WORK TASK -
Look at each line of the listing. Copy those that hold the string "paths".

--- EXCERPTED RECORDS Enclosed Below ---

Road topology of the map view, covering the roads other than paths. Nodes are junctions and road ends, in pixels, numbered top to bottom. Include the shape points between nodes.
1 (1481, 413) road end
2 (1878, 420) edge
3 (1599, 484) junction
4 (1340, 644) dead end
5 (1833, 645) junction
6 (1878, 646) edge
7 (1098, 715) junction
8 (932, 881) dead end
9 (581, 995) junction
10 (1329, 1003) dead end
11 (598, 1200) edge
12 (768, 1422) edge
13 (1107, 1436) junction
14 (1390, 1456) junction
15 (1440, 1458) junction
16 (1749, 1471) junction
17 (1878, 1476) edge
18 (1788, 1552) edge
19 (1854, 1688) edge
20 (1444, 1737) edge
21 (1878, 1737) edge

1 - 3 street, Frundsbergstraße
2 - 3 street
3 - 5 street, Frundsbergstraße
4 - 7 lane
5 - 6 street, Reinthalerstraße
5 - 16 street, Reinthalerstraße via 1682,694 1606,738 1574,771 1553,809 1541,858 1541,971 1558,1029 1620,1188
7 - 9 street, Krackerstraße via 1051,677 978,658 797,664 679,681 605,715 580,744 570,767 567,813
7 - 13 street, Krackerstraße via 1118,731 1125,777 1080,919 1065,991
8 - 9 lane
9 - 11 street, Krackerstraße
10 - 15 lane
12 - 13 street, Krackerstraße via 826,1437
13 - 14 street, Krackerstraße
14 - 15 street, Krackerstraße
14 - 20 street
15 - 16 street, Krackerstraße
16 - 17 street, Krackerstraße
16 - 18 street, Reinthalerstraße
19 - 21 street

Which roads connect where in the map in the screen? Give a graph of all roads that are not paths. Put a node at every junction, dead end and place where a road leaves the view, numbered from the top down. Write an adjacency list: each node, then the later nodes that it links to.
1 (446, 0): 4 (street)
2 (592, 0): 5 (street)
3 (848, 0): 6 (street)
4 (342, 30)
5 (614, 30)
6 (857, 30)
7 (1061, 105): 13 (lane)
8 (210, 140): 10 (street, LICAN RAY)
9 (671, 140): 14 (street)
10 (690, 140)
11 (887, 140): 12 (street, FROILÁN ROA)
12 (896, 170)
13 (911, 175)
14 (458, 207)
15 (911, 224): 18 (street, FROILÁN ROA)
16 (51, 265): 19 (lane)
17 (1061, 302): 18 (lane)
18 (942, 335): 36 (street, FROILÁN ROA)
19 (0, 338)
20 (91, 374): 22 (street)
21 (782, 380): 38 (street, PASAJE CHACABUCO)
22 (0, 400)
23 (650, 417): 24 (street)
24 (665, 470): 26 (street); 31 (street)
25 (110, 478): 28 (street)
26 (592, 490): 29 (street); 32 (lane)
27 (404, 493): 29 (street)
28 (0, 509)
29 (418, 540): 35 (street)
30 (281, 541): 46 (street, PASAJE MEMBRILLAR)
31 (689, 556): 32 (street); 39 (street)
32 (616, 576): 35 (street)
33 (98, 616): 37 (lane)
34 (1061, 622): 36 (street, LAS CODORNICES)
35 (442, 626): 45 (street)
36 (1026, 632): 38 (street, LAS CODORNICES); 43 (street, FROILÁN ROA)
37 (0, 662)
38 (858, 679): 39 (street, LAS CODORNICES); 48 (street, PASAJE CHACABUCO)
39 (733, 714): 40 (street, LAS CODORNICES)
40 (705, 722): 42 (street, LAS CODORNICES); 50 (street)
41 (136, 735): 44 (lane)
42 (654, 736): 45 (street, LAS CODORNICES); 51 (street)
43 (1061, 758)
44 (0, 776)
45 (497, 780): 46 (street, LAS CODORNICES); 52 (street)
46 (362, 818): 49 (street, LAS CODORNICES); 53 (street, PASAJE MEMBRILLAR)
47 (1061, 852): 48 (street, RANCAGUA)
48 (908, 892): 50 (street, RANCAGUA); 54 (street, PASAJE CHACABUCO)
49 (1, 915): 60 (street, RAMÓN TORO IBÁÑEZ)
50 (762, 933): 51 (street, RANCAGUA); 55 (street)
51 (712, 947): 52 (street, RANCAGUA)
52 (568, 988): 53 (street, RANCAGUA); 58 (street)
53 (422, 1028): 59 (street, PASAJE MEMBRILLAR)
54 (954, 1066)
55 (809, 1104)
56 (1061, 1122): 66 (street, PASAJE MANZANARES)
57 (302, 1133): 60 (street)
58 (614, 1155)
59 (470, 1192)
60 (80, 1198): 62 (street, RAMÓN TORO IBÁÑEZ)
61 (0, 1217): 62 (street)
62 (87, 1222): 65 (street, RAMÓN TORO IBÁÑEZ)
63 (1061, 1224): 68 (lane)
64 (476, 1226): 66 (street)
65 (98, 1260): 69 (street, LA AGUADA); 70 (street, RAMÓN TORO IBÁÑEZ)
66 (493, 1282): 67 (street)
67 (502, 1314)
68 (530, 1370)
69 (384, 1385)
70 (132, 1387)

--- End of Enclosed EXCERPTED RECORDS ---

SOLUTION TO THIS PROBLEM -
Road topology of the map view, covering the roads other than paths. Nodes are junctions and road ends, in pixels, numbered top to bottom. Include the shape points between nodes.
Which roads connect where in the map in the screen? Give a graph of all roads that are not paths. Put a node at every junction, dead end and place where a road leaves the view, numbered from the top down. Write an adjacency list: each node, then the later nodes that it links to.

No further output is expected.